The data START
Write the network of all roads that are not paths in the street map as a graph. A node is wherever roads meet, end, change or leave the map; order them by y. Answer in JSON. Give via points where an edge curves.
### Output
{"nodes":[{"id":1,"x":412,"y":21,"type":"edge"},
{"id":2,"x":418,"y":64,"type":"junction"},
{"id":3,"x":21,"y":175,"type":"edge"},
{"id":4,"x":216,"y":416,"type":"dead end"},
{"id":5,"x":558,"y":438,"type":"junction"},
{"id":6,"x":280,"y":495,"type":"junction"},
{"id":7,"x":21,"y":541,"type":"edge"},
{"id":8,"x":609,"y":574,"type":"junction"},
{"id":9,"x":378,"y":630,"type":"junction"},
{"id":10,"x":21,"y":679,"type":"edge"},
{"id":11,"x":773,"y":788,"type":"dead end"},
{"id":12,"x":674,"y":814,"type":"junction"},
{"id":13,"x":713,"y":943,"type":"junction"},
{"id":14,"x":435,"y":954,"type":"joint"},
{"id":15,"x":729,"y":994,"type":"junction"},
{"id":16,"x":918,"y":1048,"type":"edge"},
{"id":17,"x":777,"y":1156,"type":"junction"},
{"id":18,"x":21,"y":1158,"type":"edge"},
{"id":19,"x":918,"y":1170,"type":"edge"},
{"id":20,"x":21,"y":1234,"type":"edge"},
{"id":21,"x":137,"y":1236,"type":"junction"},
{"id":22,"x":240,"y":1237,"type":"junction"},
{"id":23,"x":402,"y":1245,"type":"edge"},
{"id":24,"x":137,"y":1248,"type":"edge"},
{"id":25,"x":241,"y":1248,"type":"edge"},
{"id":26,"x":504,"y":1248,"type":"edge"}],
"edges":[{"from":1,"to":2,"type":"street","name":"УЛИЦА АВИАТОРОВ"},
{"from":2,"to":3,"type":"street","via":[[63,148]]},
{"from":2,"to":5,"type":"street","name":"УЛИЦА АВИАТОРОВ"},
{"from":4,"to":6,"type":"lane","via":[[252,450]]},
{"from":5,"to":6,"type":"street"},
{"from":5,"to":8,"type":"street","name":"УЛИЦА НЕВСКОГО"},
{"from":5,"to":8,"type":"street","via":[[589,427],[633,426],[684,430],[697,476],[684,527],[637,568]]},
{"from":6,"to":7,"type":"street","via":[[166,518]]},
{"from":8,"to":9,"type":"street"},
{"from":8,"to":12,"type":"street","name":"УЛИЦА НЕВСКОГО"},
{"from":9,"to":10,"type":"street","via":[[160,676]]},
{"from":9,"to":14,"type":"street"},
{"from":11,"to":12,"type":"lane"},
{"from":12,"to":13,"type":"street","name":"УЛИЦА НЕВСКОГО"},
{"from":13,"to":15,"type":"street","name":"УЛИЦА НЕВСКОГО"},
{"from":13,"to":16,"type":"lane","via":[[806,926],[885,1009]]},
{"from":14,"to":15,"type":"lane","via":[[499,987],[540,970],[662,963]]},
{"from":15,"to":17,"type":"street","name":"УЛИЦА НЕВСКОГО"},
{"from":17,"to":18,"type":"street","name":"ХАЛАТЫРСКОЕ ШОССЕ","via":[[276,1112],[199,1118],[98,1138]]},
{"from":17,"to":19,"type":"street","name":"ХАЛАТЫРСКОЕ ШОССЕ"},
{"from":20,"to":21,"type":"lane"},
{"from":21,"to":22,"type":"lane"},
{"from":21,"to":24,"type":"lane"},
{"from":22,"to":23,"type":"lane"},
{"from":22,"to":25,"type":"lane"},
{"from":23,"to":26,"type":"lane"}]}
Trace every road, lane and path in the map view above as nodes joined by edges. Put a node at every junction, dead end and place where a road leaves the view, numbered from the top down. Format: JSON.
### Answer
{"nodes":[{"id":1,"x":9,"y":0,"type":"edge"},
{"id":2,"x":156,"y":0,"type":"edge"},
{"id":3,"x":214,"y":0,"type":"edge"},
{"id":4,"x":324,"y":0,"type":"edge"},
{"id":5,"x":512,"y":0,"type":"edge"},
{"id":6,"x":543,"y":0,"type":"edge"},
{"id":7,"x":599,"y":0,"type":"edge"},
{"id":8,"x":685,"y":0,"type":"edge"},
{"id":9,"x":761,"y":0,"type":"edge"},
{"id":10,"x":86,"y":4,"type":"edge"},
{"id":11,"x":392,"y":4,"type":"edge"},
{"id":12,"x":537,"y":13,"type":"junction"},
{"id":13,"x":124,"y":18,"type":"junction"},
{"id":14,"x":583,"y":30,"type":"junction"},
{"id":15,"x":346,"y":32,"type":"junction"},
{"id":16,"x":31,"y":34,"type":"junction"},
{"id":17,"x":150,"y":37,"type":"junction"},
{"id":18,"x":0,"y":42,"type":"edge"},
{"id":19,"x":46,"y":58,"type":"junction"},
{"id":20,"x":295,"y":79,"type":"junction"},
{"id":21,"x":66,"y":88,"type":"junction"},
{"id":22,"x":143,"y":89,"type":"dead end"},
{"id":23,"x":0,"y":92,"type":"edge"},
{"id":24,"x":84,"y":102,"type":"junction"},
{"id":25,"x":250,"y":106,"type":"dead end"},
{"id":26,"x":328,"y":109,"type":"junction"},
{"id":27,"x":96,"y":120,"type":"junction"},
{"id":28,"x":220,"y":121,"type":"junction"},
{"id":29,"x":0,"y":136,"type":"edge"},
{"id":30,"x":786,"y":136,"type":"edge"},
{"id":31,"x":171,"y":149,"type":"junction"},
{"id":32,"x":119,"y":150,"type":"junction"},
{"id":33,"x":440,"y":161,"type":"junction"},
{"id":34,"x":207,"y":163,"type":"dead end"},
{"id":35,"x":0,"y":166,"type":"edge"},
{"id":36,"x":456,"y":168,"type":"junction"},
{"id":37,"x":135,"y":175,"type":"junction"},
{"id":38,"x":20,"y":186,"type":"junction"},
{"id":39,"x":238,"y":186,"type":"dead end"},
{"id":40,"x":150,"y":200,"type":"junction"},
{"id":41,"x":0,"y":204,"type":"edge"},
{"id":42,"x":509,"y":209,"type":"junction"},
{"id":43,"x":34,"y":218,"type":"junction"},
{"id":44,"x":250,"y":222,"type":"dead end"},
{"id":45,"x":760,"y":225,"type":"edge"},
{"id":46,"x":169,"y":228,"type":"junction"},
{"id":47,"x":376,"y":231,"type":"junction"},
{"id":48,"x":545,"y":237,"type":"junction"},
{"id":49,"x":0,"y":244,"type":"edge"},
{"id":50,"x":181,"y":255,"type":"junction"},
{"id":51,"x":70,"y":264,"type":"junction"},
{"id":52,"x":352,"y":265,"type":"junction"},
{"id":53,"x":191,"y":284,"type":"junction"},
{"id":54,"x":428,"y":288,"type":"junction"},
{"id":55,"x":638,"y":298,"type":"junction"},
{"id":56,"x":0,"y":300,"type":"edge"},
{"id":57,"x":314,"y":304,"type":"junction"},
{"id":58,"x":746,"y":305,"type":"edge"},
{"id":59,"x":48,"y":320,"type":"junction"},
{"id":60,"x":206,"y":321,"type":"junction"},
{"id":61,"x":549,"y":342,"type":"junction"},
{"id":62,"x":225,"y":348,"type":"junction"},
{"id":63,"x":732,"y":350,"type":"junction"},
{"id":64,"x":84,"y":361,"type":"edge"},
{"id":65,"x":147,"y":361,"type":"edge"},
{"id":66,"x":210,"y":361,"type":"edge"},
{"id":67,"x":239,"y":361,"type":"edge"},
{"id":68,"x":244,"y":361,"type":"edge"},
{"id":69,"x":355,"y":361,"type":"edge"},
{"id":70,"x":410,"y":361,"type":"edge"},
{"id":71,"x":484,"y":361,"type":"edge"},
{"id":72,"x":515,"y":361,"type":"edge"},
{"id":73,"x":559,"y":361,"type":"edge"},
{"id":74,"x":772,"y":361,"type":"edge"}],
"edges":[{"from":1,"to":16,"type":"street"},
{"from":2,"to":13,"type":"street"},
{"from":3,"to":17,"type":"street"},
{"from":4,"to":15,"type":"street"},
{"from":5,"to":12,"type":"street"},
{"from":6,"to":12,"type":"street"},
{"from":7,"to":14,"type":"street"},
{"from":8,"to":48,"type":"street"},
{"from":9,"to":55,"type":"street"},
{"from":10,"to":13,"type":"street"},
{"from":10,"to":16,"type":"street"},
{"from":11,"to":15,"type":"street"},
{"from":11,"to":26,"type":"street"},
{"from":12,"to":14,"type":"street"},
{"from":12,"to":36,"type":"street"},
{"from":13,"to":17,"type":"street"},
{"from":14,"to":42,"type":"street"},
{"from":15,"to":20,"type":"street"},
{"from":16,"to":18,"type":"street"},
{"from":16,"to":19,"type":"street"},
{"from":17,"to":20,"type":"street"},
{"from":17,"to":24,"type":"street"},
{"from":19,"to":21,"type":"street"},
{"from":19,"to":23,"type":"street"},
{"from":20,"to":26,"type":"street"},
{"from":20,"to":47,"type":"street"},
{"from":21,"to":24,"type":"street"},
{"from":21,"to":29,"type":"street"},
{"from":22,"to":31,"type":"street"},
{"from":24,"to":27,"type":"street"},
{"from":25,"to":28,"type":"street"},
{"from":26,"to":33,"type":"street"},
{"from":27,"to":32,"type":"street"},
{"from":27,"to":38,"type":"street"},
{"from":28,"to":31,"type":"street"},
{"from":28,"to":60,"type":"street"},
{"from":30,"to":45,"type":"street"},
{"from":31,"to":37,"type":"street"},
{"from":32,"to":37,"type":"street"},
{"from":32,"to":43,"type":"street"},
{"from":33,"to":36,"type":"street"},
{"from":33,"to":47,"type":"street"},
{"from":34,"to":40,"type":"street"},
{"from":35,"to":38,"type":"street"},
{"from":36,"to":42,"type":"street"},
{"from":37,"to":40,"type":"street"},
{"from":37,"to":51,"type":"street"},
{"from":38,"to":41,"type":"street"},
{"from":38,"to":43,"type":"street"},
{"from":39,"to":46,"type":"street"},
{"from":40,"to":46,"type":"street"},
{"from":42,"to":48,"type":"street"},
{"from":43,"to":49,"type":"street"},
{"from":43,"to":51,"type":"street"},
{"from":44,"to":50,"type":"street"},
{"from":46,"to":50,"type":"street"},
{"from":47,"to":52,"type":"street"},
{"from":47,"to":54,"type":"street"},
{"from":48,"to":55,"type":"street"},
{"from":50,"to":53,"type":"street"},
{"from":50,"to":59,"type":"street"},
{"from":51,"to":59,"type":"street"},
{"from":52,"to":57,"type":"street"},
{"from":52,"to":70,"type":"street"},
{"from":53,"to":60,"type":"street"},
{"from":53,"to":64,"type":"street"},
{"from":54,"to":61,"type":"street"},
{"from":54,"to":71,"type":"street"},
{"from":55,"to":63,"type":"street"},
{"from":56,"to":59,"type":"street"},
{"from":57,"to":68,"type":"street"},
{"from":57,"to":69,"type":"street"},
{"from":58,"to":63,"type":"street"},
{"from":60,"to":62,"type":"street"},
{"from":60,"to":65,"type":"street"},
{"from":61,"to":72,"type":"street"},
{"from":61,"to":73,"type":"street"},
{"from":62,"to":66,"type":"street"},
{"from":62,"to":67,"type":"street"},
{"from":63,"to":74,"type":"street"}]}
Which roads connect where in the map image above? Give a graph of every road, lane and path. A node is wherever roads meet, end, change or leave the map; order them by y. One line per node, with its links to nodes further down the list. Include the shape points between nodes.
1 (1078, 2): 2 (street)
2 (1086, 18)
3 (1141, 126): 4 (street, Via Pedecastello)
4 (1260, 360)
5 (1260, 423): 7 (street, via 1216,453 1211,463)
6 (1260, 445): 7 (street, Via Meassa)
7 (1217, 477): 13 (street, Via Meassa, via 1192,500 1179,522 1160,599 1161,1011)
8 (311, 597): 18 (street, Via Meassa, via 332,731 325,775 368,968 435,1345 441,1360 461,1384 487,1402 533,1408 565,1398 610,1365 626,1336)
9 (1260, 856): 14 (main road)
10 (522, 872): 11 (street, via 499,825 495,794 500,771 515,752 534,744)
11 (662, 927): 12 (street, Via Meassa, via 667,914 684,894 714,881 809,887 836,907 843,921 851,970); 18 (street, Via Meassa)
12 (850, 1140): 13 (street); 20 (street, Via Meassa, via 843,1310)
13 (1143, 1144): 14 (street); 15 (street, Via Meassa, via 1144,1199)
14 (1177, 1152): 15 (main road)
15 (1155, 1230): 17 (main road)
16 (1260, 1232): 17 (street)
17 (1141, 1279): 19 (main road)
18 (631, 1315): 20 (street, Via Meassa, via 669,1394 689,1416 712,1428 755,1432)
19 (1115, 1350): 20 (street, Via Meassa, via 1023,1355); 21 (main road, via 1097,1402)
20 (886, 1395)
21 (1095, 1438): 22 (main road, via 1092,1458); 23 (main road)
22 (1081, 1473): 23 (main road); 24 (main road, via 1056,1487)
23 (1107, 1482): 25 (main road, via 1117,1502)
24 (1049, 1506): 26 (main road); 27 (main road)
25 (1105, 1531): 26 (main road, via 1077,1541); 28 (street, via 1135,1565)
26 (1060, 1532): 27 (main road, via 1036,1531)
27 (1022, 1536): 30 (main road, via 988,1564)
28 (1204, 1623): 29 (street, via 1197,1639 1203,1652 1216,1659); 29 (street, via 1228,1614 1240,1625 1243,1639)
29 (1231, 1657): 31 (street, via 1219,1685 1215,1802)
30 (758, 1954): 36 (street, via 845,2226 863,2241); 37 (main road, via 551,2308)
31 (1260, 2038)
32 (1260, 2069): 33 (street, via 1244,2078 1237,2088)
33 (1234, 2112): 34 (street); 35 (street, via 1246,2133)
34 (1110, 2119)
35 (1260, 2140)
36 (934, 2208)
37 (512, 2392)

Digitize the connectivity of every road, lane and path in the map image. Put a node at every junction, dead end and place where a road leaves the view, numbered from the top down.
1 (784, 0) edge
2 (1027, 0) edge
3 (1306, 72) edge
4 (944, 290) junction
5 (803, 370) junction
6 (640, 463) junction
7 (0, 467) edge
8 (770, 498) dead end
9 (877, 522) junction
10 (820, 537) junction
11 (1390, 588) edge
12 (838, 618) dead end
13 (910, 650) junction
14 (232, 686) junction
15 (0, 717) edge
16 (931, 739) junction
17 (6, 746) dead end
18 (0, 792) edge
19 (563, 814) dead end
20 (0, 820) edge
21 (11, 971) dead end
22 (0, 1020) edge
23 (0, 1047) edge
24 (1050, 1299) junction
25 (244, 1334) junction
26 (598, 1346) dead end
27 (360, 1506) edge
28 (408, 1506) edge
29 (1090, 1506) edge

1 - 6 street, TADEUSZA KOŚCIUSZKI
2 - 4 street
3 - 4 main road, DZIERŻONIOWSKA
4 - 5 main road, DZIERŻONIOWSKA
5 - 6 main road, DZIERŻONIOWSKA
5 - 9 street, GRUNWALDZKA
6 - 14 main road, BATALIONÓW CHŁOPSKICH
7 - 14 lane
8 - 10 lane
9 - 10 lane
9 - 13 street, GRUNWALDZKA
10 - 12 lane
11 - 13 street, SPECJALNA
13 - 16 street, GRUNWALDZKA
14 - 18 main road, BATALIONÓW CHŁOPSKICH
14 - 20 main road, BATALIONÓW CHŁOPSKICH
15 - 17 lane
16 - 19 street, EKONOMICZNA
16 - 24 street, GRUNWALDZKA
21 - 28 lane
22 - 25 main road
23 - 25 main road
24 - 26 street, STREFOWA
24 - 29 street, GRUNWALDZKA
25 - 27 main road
The data END
◆ Assigned task ◆
Check the data for the word "BATALIONÓW" and pull out the lines that have it.

◆ Task output ◆
6 - 14 main road, BATALIONÓW CHŁOPSKICH
14 - 18 main road, BATALIONÓW CHŁOPSKICH
14 - 20 main road, BATALIONÓW CHŁOPSKICH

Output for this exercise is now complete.